Your assignment:
Output a faithful copy of the entries, every picture removed.

Exercise data:

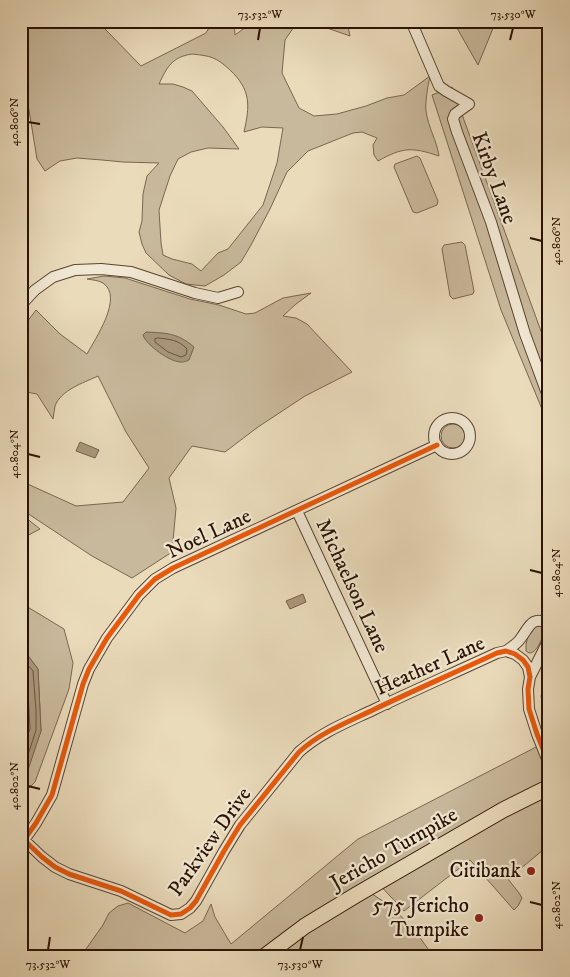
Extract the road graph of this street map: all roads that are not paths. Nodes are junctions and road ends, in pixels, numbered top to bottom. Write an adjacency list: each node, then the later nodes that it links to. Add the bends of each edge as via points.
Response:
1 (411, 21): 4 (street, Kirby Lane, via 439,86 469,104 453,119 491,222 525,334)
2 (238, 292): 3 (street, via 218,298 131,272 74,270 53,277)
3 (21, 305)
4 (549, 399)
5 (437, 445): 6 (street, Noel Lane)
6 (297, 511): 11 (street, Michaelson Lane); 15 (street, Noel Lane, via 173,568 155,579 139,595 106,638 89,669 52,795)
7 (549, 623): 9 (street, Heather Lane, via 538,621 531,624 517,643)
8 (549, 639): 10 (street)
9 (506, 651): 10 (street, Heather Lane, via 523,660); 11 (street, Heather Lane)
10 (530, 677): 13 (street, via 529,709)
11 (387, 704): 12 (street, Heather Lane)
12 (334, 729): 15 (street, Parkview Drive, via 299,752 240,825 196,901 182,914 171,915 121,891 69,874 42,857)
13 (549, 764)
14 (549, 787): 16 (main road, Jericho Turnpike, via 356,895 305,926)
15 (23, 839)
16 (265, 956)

Response below:
Extract the road graph of this street map: all roads that are not paths. Nodes are junctions and road ends, in pixels, numbered top to bottom. Write an adjacency list: each node, then the later nodes that it links to. Add the bends of each edge as via points.
Response:
1 (411, 21): 4 (street, Kirby Lane, via 439,86 469,104 453,119 491,222 525,334)
2 (238, 292): 3 (street, via 218,298 131,272 74,270 53,277)
3 (21, 305)
4 (549, 399)
5 (437, 445): 6 (street, Noel Lane)
6 (297, 511): 11 (street, Michaelson Lane); 15 (street, Noel Lane, via 173,568 155,579 139,595 106,638 89,669 52,795)
7 (549, 623): 9 (street, Heather Lane, via 538,621 531,624 517,643)
8 (549, 639): 10 (street)
9 (506, 651): 10 (street, Heather Lane, via 523,660); 11 (street, Heather Lane)
10 (530, 677): 13 (street, via 529,709)
11 (387, 704): 12 (street, Heather Lane)
12 (334, 729): 15 (street, Parkview Drive, via 299,752 240,825 196,901 182,914 171,915 121,891 69,874 42,857)
13 (549, 764)
14 (549, 787): 16 (main road, Jericho Turnpike, via 356,895 305,926)
15 (23, 839)
16 (265, 956)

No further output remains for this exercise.